# Work instructions:
Copy out every entry that follows, without a single picture.

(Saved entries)
Content starts
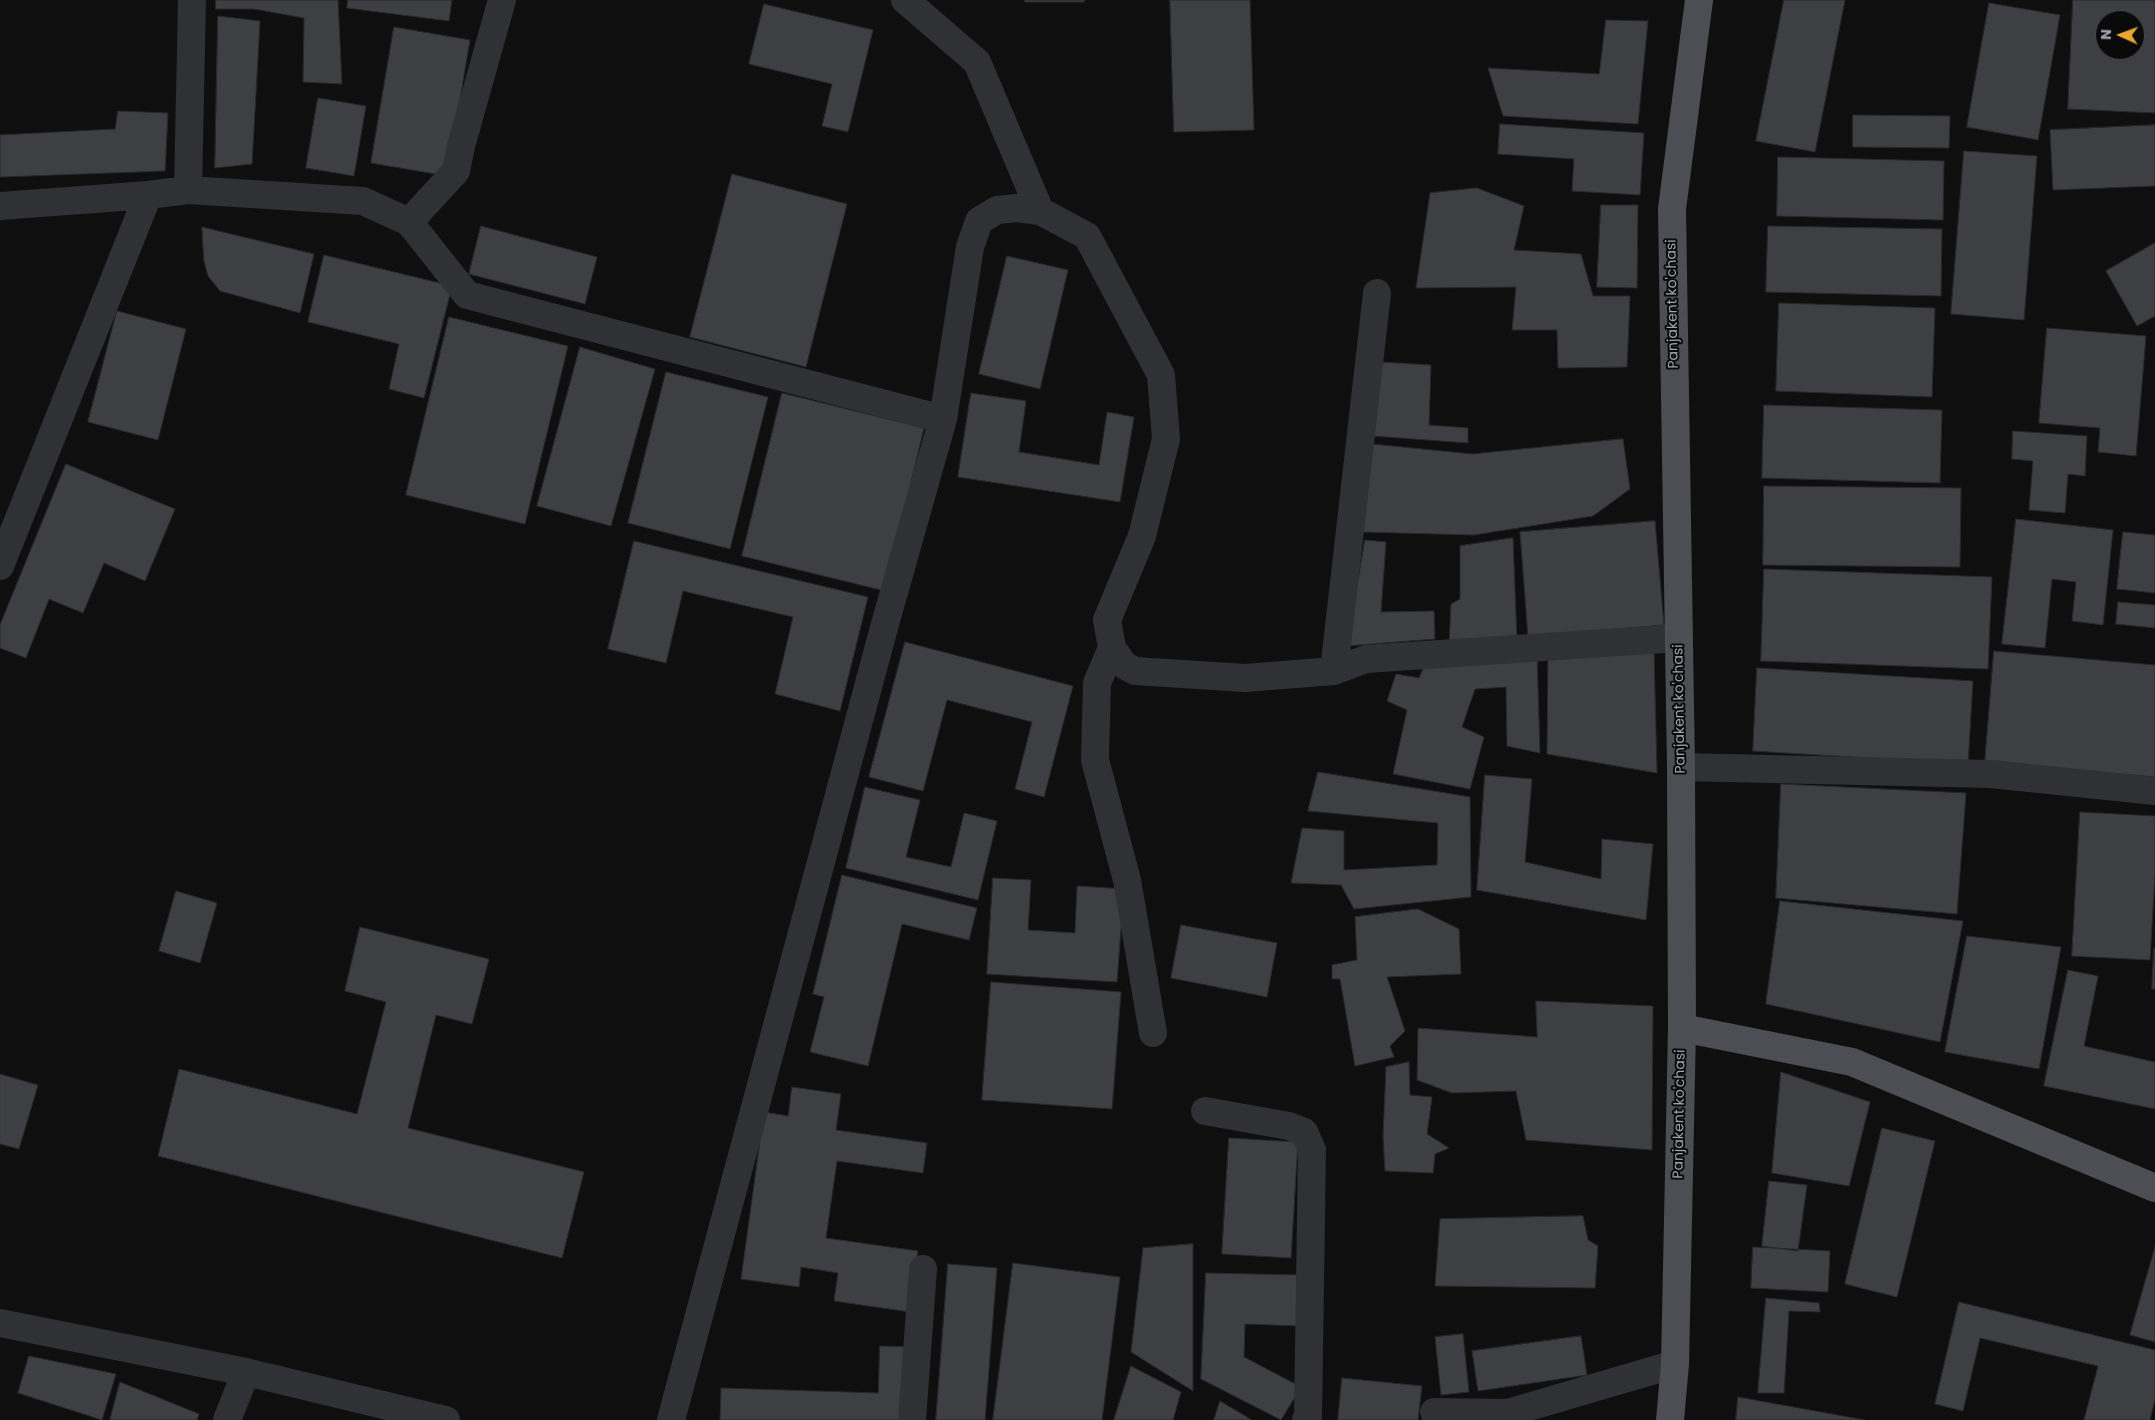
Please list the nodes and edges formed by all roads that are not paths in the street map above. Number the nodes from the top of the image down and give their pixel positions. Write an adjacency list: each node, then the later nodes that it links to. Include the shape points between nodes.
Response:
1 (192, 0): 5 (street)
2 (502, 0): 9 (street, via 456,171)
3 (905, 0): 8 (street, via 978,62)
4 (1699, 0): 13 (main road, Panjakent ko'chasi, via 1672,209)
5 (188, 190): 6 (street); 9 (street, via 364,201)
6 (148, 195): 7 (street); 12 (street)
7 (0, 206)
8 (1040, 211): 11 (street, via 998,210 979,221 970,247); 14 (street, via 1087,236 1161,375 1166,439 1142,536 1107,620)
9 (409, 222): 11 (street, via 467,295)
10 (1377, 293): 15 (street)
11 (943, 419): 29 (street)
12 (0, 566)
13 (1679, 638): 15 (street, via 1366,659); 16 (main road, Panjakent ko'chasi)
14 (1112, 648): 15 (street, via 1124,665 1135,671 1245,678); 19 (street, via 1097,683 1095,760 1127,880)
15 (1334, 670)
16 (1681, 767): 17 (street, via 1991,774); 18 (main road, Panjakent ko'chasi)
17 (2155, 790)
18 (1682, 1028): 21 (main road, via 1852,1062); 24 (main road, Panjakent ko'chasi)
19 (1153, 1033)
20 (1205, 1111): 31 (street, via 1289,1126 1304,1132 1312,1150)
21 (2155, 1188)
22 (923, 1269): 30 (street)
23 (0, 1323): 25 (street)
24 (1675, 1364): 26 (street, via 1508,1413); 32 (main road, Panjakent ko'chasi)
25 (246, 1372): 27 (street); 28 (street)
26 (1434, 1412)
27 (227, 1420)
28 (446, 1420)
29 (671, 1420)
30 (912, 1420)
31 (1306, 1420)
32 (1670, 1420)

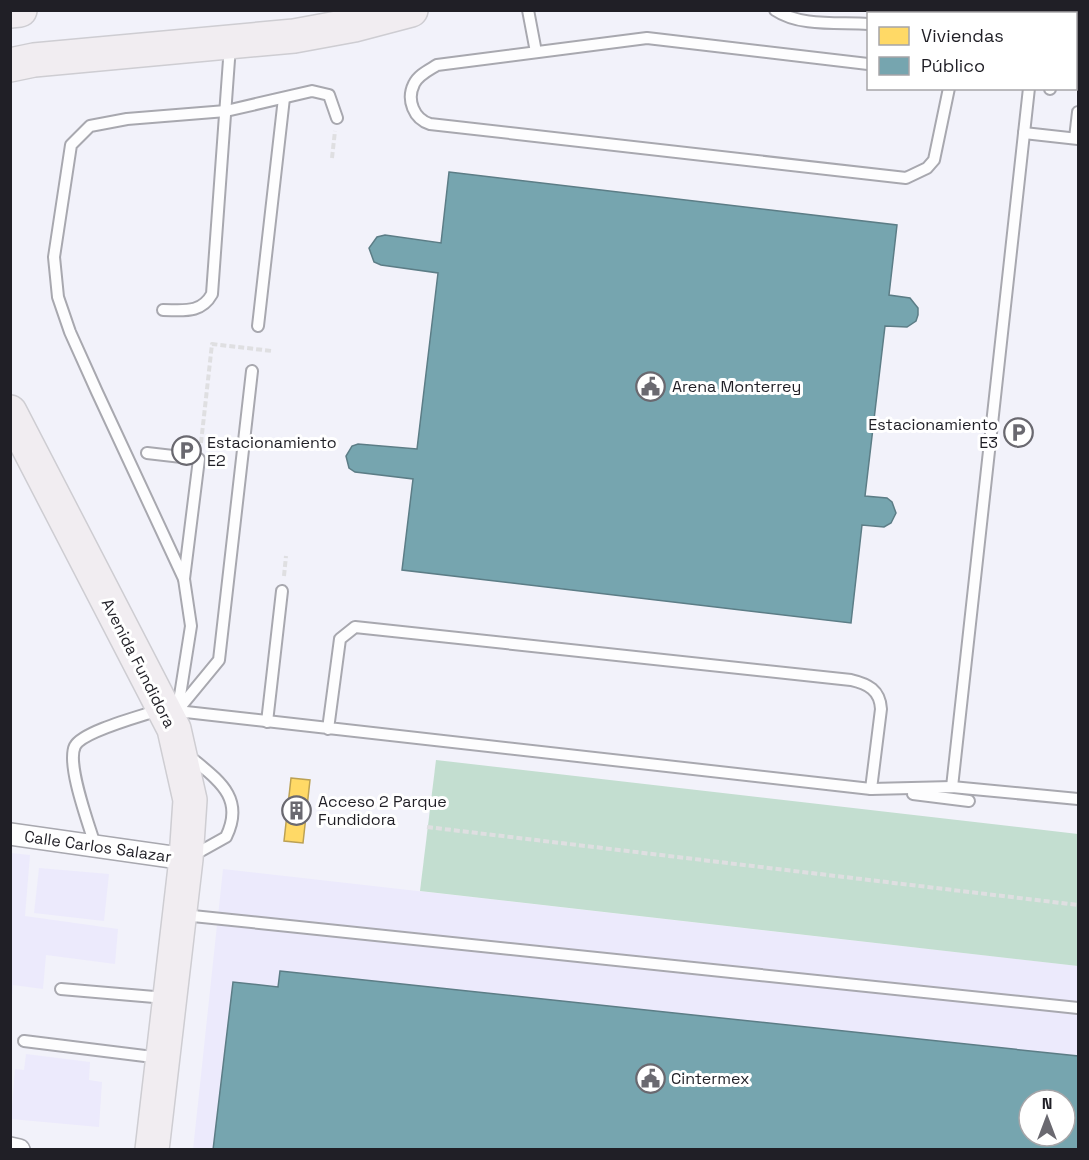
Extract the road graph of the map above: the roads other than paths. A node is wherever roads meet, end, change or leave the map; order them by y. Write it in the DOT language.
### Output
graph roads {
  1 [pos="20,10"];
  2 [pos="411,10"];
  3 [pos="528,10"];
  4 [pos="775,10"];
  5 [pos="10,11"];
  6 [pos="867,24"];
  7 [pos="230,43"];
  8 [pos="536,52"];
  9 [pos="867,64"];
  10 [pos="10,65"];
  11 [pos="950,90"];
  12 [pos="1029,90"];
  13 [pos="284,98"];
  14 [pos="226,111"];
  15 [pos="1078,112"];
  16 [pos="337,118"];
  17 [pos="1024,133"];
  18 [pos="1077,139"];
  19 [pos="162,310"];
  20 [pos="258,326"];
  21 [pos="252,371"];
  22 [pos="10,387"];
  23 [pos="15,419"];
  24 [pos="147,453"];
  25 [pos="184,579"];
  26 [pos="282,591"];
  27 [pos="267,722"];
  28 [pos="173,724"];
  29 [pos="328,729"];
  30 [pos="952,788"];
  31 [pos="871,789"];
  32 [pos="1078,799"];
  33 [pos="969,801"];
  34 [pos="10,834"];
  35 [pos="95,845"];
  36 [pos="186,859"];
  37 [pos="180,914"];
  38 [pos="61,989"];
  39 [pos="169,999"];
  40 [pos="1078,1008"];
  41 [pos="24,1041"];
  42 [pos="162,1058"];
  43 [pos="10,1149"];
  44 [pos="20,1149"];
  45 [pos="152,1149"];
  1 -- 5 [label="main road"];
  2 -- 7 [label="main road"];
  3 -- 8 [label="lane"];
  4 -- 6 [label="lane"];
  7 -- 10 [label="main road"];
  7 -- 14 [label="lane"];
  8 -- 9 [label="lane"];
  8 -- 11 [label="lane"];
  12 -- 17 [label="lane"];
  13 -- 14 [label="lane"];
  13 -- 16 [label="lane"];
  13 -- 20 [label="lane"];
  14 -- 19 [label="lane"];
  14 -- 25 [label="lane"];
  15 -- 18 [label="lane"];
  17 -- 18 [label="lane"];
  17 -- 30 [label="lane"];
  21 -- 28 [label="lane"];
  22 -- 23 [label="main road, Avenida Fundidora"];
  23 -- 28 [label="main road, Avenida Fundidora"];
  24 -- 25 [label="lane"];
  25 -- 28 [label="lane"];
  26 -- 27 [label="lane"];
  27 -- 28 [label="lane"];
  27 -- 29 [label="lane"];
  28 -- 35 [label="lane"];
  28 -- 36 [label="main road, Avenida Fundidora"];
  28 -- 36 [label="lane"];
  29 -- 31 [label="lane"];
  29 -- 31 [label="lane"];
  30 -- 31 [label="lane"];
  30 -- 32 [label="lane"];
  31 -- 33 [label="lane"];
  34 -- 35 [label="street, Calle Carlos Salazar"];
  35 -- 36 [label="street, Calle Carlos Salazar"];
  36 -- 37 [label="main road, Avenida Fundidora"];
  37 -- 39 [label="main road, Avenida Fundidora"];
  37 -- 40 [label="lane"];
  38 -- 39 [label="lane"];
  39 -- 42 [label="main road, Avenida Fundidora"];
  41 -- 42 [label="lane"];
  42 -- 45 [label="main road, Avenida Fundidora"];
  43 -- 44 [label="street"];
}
Content ends
# Answer below:
Please list the nodes and edges formed by all roads that are not paths in the street map above. Number the nodes from the top of the image down and give their pixel positions. Write an adjacency list: each node, then the later nodes that it links to. Include the shape points between nodes.
Response:
1 (192, 0): 5 (street)
2 (502, 0): 9 (street, via 456,171)
3 (905, 0): 8 (street, via 978,62)
4 (1699, 0): 13 (main road, Panjakent ko'chasi, via 1672,209)
5 (188, 190): 6 (street); 9 (street, via 364,201)
6 (148, 195): 7 (street); 12 (street)
7 (0, 206)
8 (1040, 211): 11 (street, via 998,210 979,221 970,247); 14 (street, via 1087,236 1161,375 1166,439 1142,536 1107,620)
9 (409, 222): 11 (street, via 467,295)
10 (1377, 293): 15 (street)
11 (943, 419): 29 (street)
12 (0, 566)
13 (1679, 638): 15 (street, via 1366,659); 16 (main road, Panjakent ko'chasi)
14 (1112, 648): 15 (street, via 1124,665 1135,671 1245,678); 19 (street, via 1097,683 1095,760 1127,880)
15 (1334, 670)
16 (1681, 767): 17 (street, via 1991,774); 18 (main road, Panjakent ko'chasi)
17 (2155, 790)
18 (1682, 1028): 21 (main road, via 1852,1062); 24 (main road, Panjakent ko'chasi)
19 (1153, 1033)
20 (1205, 1111): 31 (street, via 1289,1126 1304,1132 1312,1150)
21 (2155, 1188)
22 (923, 1269): 30 (street)
23 (0, 1323): 25 (street)
24 (1675, 1364): 26 (street, via 1508,1413); 32 (main road, Panjakent ko'chasi)
25 (246, 1372): 27 (street); 28 (street)
26 (1434, 1412)
27 (227, 1420)
28 (446, 1420)
29 (671, 1420)
30 (912, 1420)
31 (1306, 1420)
32 (1670, 1420)

Extract the road graph of the map above: the roads other than paths. A node is wherever roads meet, end, change or leave the map; order them by y. Write it in the DOT language.
### Output
graph roads {
  1 [pos="20,10"];
  2 [pos="411,10"];
  3 [pos="528,10"];
  4 [pos="775,10"];
  5 [pos="10,11"];
  6 [pos="867,24"];
  7 [pos="230,43"];
  8 [pos="536,52"];
  9 [pos="867,64"];
  10 [pos="10,65"];
  11 [pos="950,90"];
  12 [pos="1029,90"];
  13 [pos="284,98"];
  14 [pos="226,111"];
  15 [pos="1078,112"];
  16 [pos="337,118"];
  17 [pos="1024,133"];
  18 [pos="1077,139"];
  19 [pos="162,310"];
  20 [pos="258,326"];
  21 [pos="252,371"];
  22 [pos="10,387"];
  23 [pos="15,419"];
  24 [pos="147,453"];
  25 [pos="184,579"];
  26 [pos="282,591"];
  27 [pos="267,722"];
  28 [pos="173,724"];
  29 [pos="328,729"];
  30 [pos="952,788"];
  31 [pos="871,789"];
  32 [pos="1078,799"];
  33 [pos="969,801"];
  34 [pos="10,834"];
  35 [pos="95,845"];
  36 [pos="186,859"];
  37 [pos="180,914"];
  38 [pos="61,989"];
  39 [pos="169,999"];
  40 [pos="1078,1008"];
  41 [pos="24,1041"];
  42 [pos="162,1058"];
  43 [pos="10,1149"];
  44 [pos="20,1149"];
  45 [pos="152,1149"];
  1 -- 5 [label="main road"];
  2 -- 7 [label="main road"];
  3 -- 8 [label="lane"];
  4 -- 6 [label="lane"];
  7 -- 10 [label="main road"];
  7 -- 14 [label="lane"];
  8 -- 9 [label="lane"];
  8 -- 11 [label="lane"];
  12 -- 17 [label="lane"];
  13 -- 14 [label="lane"];
  13 -- 16 [label="lane"];
  13 -- 20 [label="lane"];
  14 -- 19 [label="lane"];
  14 -- 25 [label="lane"];
  15 -- 18 [label="lane"];
  17 -- 18 [label="lane"];
  17 -- 30 [label="lane"];
  21 -- 28 [label="lane"];
  22 -- 23 [label="main road, Avenida Fundidora"];
  23 -- 28 [label="main road, Avenida Fundidora"];
  24 -- 25 [label="lane"];
  25 -- 28 [label="lane"];
  26 -- 27 [label="lane"];
  27 -- 28 [label="lane"];
  27 -- 29 [label="lane"];
  28 -- 35 [label="lane"];
  28 -- 36 [label="main road, Avenida Fundidora"];
  28 -- 36 [label="lane"];
  29 -- 31 [label="lane"];
  29 -- 31 [label="lane"];
  30 -- 31 [label="lane"];
  30 -- 32 [label="lane"];
  31 -- 33 [label="lane"];
  34 -- 35 [label="street, Calle Carlos Salazar"];
  35 -- 36 [label="street, Calle Carlos Salazar"];
  36 -- 37 [label="main road, Avenida Fundidora"];
  37 -- 39 [label="main road, Avenida Fundidora"];
  37 -- 40 [label="lane"];
  38 -- 39 [label="lane"];
  39 -- 42 [label="main road, Avenida Fundidora"];
  41 -- 42 [label="lane"];
  42 -- 45 [label="main road, Avenida Fundidora"];
  43 -- 44 [label="street"];
}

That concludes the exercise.